Data records:
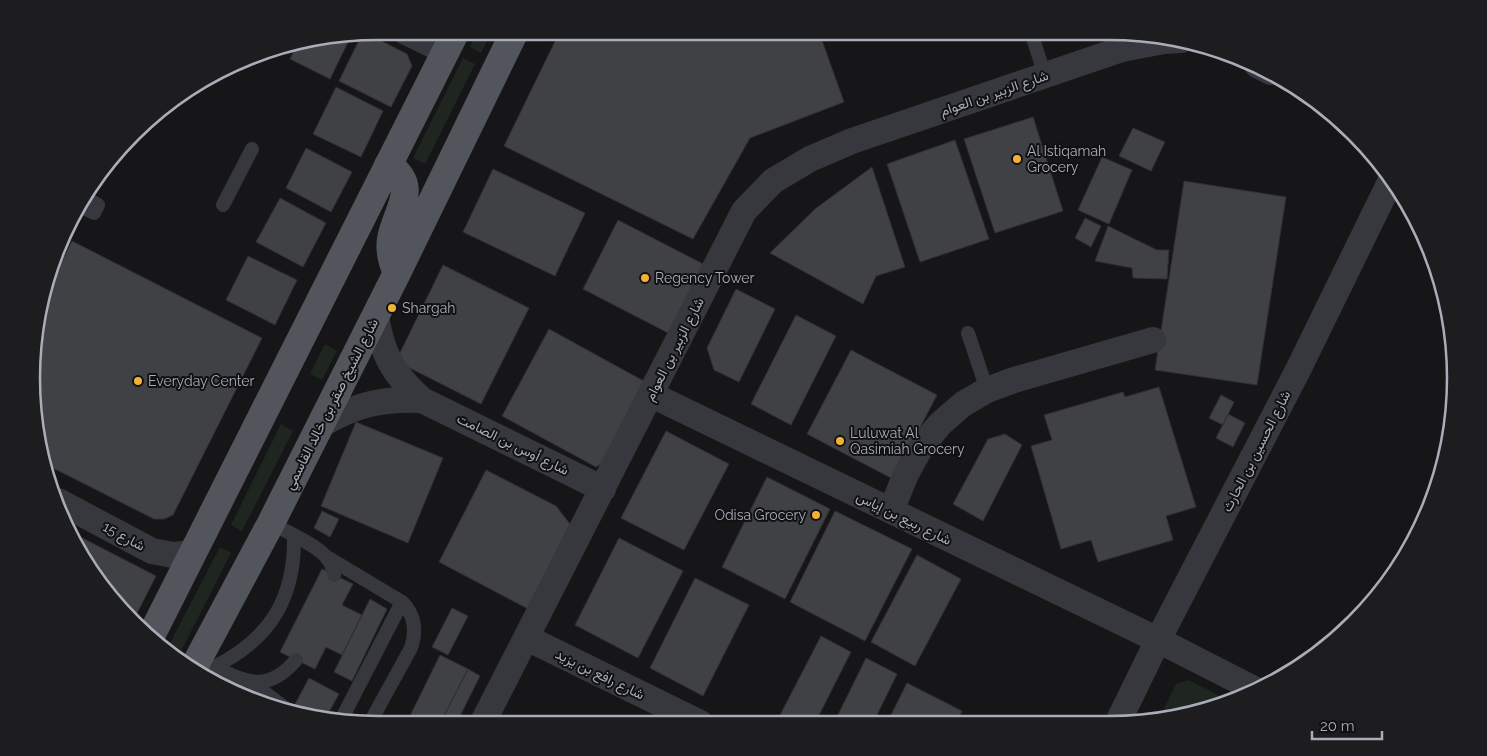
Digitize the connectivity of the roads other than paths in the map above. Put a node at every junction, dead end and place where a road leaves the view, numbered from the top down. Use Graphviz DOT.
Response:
graph roads {
  1 [pos="511,40"];
  2 [pos="1034,40"];
  3 [pos="450,41"];
  4 [pos="1154,43"];
  5 [pos="1045,76"];
  6 [pos="252,149"];
  7 [pos="388,165"];
  8 [pos="1388,187"];
  9 [pos="89,203"];
  10 [pos="223,205"];
  11 [pos="86,207"];
  12 [pos="397,273"];
  13 [pos="376,316"];
  14 [pos="968,333"];
  15 [pos="1153,340"];
  16 [pos="987,390"];
  17 [pos="652,395"];
  18 [pos="422,400"];
  19 [pos="320,425"];
  20 [pos="603,489"];
  21 [pos="65,504"];
  22 [pos="891,511"];
  23 [pos="282,529"];
  24 [pos="194,550"];
  25 [pos="327,557"];
  26 [pos="334,575"];
  27 [pos="402,602"];
  28 [pos="154,631"];
  29 [pos="527,638"];
  30 [pos="1158,640"];
  31 [pos="296,660"];
  32 [pos="202,665"];
  33 [pos="251,682"];
  34 [pos="1248,686"];
  35 [pos="274,699"];
  36 [pos="344,714"];
  37 [pos="1121,715"];
  38 [pos="374,716"];
  39 [pos="486,716"];
  40 [pos="686,716"];
  1 -- 12 [label="main road, شارع الشيخ صقر بن خالد القاسمي"];
  2 -- 5 [label="lane"];
  3 -- 7 [label="main road"];
  4 -- 5 [label="street, شارع الزبير بن العوام"];
  5 -- 17 [label="street, شارع الزبير بن العوام"];
  6 -- 10 [label="lane"];
  7 -- 12 [label="main road"];
  7 -- 24 [label="main road"];
  8 -- 30 [label="street, شارع الحسين بن الحارث"];
  9 -- 11 [label="lane"];
  12 -- 13 [label="main road, شارع الشيخ صقر بن خالد القاسمي"];
  13 -- 18 [label="street, شارع أوس بن الصامت"];
  13 -- 19 [label="main road, شارع الشيخ صقر بن خالد القاسمي"];
  14 -- 16 [label="lane"];
  15 -- 16 [label="street"];
  16 -- 22 [label="street"];
  17 -- 20 [label="street, شارع الزبير بن العوام"];
  17 -- 22 [label="street, شارع ربيع بن إياس"];
  18 -- 19 [label="street, شارع أوس بن الصامت"];
  18 -- 20 [label="street, شارع أوس بن الصامت"];
  19 -- 23 [label="main road, شارع الشيخ صقر بن خالد القاسمي"];
  20 -- 29 [label="street, شارع الزبير بن العوام"];
  21 -- 24 [label="street, شارع 15"];
  22 -- 30 [label="street, شارع ربيع بن إياس"];
  23 -- 25 [label="lane"];
  23 -- 32 [label="main road, شارع الشيخ صقر بن خالد القاسمي"];
  23 -- 32 [label="lane"];
  24 -- 28 [label="main road"];
  25 -- 26 [label="lane"];
  25 -- 27 [label="lane"];
  27 -- 36 [label="lane"];
  27 -- 38 [label="lane"];
  29 -- 39 [label="street, شارع الزبير بن العوام"];
  29 -- 40 [label="street, شارع رافع بن يزيد"];
  30 -- 34 [label="street, شارع ربيع بن إياس"];
  30 -- 37 [label="street, شارع الحسين بن الحارث"];
  31 -- 33 [label="lane"];
  32 -- 33 [label="lane"];
  33 -- 35 [label="lane"];
}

ASSIGNMENT: Go through the records above. Copy each line in which the string "الشيخ" appears.

EXPECTED ANSWER:
  1 -- 12 [label="main road, شارع الشيخ صقر بن خالد القاسمي"];
  12 -- 13 [label="main road, شارع الشيخ صقر بن خالد القاسمي"];
  13 -- 19 [label="main road, شارع الشيخ صقر بن خالد القاسمي"];
  19 -- 23 [label="main road, شارع الشيخ صقر بن خالد القاسمي"];
  23 -- 32 [label="main road, شارع الشيخ صقر بن خالد القاسمي"];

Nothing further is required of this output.